Masalah kedua adalah ketika investigasi (penyelidikan) dimaknai
sebagai kegiatan yang dimulai dengan munculnya situasi matematika atau
pertanyaan tertentu, lalu bergeser pada pengajuan permasalahan baru,
pemunculan situasi baru, dan eksplorasi situasi tersebut. Di sinilah obyek
penyelidikan bergeser, berubah, dan didefinisikan ulang oleh peserta didik
(inquirer). Sifat eksplorasi yang nampak liberal ini akan menyulitkan
pendefinisian investigasi sebagai aktifitas yang terkait dengan situasi
pembangkit aslinya (dalam bahasa lain, dengan titik awal investigasi itu
sendiri).
2) Proses Penyelidikan
Jika masalah diidentifikasi sebagai “pertanyaan”, proses pemecahan
masalah matematika adalah kegiatan mencari jalan untuk jawabannya.
Namun proses ini tidak dapat mensyaratkan jawaban yang didapat akan
tunggal dan unik, untuk sebuah pertanyaan mungkin akan memiliki beberapa
solusi, atau tidak sama sekali. Semakin kompleks solusi yang didapat, berarti
tingkat permasalahan yang diajukan semakin tinggi. Dalam bahasa lain,
10
pengertian pemecahan masalah adalah menemukan “jalur” menuju solusi,
atau –meminjam bahasa ilmu geografi- adalah menemukan “rute menuju
tujuan yang diinginkan” (dalam paragraph selanjutnya kalimat “rute menuju
tujuan yang diinginkan” ini akan disebut metafora geografis [terjemahan
bebas penulis dari bahasa asli buku geographical metaphor]).
Terkait dengan metafora ala ilmu geografi ini, Polya menjelaskan;
"Untuk memecahkan masalah adalah untuk menemukan cara di mana tidak ada cara yang dikenal, untuk mencari jalan keluar dari kesulitan, untuk menemukan jalan keluar dari halangan, untuk mencapai tujuan yang diinginkan yang tidak segera dicapai, dengan cara yang tepat” (Krulik dan Reys, 1980, halaman 1)

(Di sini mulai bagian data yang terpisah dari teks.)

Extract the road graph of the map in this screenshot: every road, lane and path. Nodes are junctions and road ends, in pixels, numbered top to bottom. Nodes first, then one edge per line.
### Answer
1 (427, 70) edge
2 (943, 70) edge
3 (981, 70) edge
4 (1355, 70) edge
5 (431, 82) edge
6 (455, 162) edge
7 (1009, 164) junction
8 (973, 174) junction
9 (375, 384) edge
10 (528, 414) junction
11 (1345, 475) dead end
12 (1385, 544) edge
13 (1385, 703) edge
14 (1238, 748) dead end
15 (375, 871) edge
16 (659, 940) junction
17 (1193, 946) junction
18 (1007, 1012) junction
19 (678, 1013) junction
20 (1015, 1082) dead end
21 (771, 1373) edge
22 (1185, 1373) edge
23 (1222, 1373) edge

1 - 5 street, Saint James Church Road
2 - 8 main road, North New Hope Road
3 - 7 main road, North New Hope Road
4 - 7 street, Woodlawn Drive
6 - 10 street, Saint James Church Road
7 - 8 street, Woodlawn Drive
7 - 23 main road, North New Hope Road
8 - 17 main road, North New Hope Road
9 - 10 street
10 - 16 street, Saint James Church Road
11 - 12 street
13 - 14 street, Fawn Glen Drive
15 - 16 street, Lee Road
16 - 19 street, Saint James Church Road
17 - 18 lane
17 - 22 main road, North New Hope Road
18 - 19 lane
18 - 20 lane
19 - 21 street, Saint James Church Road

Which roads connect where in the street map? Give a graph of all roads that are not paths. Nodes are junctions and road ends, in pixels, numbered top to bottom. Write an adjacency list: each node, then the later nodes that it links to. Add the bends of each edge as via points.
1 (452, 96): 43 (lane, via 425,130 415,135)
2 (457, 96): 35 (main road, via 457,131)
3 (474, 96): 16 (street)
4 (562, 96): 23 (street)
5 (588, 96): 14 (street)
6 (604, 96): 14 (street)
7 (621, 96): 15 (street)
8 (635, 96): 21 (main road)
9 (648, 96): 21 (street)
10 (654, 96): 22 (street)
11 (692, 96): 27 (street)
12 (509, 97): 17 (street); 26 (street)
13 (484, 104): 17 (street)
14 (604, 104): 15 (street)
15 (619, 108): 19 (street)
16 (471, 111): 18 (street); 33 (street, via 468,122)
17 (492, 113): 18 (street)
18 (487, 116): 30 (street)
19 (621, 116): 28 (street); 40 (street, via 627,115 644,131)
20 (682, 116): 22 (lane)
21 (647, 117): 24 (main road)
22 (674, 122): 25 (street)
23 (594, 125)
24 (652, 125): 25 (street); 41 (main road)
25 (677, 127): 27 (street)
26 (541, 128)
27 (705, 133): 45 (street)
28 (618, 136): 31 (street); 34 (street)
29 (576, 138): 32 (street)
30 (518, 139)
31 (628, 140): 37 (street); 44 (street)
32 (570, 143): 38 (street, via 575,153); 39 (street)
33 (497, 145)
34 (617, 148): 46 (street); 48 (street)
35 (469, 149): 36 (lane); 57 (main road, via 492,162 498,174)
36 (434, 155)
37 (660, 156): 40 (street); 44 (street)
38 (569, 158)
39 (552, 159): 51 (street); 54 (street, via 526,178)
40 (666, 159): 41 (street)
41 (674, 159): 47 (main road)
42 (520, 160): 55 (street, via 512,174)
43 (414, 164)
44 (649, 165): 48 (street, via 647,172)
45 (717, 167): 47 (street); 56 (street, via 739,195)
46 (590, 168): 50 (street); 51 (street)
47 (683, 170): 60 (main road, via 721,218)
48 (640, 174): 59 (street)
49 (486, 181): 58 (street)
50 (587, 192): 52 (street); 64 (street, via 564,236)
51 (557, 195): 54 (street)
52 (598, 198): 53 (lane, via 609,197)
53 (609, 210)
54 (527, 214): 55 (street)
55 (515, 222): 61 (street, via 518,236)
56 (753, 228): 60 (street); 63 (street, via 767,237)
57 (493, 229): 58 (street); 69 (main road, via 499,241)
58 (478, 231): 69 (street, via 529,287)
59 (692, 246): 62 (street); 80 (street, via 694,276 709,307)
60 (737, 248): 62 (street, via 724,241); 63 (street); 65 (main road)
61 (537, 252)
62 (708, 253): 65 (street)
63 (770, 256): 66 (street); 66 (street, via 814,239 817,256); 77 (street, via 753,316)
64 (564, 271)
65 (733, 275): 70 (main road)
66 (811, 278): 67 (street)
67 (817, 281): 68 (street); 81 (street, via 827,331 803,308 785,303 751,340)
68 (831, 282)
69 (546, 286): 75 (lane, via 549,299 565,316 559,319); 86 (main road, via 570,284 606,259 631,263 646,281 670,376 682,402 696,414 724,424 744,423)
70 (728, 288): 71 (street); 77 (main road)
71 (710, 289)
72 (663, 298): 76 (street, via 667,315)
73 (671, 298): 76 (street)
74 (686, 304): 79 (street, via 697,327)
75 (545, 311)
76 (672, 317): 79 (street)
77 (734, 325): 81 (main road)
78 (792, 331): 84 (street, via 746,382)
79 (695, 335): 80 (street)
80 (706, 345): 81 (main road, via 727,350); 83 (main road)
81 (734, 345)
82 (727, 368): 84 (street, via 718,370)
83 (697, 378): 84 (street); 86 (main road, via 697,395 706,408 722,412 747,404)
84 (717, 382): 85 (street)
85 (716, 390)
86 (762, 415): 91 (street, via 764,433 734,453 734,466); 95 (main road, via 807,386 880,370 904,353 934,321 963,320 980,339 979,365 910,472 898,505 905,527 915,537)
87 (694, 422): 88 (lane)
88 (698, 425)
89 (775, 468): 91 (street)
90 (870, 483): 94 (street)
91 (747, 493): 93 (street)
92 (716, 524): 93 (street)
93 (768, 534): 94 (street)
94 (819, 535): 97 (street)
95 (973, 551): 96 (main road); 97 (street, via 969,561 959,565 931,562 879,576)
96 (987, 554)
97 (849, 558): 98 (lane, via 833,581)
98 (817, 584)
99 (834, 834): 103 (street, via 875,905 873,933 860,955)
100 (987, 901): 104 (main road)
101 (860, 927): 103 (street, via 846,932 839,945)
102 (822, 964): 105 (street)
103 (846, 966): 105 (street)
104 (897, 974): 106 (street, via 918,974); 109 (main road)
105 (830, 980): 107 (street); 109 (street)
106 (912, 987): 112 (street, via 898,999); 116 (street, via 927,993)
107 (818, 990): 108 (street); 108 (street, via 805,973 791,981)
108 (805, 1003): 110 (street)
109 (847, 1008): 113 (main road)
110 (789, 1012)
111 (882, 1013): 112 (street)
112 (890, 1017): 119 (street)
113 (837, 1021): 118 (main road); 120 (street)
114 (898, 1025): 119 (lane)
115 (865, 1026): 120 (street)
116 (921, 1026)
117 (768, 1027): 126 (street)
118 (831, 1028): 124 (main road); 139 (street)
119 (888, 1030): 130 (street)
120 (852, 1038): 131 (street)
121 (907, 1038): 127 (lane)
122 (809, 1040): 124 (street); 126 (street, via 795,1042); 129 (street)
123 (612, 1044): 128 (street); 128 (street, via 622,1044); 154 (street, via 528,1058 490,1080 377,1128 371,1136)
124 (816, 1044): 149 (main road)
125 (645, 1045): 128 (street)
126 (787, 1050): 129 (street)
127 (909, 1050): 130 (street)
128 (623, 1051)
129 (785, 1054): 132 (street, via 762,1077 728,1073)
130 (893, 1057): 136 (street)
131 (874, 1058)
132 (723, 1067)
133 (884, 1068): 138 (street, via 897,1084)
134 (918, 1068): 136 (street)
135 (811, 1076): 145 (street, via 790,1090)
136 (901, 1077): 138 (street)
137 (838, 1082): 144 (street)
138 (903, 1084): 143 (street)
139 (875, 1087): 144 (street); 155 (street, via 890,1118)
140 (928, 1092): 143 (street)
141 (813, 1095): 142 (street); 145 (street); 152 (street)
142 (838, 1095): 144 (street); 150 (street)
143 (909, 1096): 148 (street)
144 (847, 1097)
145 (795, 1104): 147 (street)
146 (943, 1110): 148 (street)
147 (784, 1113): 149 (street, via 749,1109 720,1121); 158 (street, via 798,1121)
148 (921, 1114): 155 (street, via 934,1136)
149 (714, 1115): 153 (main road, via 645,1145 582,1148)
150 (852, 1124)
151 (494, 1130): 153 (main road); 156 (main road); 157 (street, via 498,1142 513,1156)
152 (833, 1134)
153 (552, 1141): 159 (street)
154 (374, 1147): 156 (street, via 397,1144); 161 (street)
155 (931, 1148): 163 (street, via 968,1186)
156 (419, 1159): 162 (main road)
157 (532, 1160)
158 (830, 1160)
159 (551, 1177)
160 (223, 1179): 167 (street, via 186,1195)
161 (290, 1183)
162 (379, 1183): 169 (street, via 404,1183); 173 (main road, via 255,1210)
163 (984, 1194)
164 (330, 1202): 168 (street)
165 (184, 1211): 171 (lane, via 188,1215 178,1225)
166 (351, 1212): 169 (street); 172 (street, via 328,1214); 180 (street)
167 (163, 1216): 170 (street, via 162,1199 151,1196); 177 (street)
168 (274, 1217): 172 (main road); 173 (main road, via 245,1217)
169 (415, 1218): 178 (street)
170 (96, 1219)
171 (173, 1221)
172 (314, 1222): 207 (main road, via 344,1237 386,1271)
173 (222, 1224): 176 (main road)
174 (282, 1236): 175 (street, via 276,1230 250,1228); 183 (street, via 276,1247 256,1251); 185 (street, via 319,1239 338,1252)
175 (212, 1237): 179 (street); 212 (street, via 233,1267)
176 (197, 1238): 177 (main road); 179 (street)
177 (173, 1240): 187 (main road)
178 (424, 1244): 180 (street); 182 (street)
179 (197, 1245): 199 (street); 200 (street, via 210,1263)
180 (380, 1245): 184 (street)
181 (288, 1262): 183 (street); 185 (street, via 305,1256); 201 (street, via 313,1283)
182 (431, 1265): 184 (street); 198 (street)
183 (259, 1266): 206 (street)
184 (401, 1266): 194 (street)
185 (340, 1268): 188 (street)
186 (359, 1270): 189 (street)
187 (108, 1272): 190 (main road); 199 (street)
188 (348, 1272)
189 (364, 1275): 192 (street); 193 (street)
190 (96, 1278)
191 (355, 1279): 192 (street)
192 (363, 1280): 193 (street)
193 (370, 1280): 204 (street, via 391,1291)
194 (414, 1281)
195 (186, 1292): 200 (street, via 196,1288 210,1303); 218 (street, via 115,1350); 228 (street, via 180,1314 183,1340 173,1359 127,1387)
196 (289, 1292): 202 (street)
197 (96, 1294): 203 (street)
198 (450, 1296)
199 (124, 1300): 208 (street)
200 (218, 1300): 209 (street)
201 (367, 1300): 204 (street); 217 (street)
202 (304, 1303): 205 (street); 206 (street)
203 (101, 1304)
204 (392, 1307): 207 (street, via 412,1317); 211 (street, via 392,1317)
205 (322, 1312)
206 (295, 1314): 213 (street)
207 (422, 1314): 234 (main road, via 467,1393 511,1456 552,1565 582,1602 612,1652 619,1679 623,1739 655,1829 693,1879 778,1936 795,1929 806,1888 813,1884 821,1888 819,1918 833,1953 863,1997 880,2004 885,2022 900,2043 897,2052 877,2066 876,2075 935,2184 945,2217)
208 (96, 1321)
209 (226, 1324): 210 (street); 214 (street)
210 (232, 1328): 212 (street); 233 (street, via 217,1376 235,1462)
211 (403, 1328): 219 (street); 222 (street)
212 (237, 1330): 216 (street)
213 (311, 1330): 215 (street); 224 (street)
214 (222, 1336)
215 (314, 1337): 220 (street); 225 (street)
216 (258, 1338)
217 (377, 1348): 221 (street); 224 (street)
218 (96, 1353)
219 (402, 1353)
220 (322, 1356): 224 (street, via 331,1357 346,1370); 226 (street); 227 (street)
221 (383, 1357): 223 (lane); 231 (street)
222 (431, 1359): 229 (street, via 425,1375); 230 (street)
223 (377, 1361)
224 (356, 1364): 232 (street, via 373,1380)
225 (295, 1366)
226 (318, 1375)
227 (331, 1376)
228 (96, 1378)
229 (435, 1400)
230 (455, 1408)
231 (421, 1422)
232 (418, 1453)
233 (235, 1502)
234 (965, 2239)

Sejak era Nilsson (1971) telah muncul dasar bagi beberapa penelitian
tentang pemecahan masalah dalam matematika, yang memanfaatkan gagasan
tentang “ruang solusi (solution space)” atau “ruang dari keadaan (state-
space)” sebagai representasi dari masalah. Metafora geografis yang telah
disebutkan di atas diwujudkan dalam bentuk ilustrasi yang berbentuk diagram
himpunan semua ruang yang dapat diperoleh dari keadaan awal. Keadaan
awal suatu masalah sendiri adalah himpunan semua ekspresi yang telah
diperoleh dari pernyataan awal masalah sampai saat tertentu (Lester, 1980,
halaman 293). Kekuatan dari gagasan –metafora geografis- ini adalah semua
proses dapat semua langkah dalam proses dapat disajikan (dalam sebuah
diagram; bahasa pemakalah: di-list), dan “jalur alternatif” yang disebut
“proses” tadi akan menjadi bagian yang tak terpisahkan dengan langkah-
langkah yang disajikan. Kelemahannya adalah semua kemungkinan yang
muncul dari kondisi awal, bahkan kondisi-kondisi yang belum muncul, belum
terpikir, atau bahkan yang tidak mungkin muncul tetap depandang sebagai
sesuatu yang belum muncul (as pre-existing) dan membutuhkan penemuan
agar bisa muncul. Perlu dipahami bahwa gagasan investigasi dalam
pengertian metafora geografis ini cenderung cocok untuk penganut absolutis
daripada platonis (dalam koridor cara pandang terhadap matematika).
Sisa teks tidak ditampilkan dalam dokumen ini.